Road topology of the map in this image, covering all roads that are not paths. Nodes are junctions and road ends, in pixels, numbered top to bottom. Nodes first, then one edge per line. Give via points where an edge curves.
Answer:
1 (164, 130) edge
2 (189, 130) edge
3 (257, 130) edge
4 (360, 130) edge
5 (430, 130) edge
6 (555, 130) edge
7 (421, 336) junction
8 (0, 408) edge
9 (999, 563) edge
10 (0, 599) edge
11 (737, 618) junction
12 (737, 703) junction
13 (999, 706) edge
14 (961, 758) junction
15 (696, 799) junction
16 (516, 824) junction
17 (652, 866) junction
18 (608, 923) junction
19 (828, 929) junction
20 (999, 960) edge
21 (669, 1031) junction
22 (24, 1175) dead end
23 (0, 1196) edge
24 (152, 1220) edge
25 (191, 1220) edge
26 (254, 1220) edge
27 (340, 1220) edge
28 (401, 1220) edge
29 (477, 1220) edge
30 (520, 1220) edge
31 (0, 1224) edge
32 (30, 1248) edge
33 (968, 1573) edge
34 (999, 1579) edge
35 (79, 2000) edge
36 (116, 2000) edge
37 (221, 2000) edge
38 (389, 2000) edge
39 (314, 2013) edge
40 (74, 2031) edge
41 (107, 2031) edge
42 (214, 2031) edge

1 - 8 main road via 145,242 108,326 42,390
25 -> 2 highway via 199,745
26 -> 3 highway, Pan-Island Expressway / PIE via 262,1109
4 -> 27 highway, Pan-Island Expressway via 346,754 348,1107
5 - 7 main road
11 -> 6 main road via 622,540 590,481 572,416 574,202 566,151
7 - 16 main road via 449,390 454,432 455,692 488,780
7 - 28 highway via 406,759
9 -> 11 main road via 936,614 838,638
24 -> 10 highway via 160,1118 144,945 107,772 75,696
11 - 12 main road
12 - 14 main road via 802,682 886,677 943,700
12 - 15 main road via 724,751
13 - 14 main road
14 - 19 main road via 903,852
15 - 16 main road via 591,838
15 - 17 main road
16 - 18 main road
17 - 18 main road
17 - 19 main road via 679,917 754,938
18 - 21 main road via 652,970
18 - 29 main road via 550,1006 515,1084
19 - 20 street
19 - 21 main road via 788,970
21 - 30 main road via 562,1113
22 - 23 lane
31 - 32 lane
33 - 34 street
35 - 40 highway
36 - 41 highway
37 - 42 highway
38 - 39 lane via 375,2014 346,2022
☆ ☆ ☆ ☆
• **TASK**:
What number of lines in the data above include the string "highway"? Answer with that number only.

• **SOLUTION FOR THIS TASK**:
8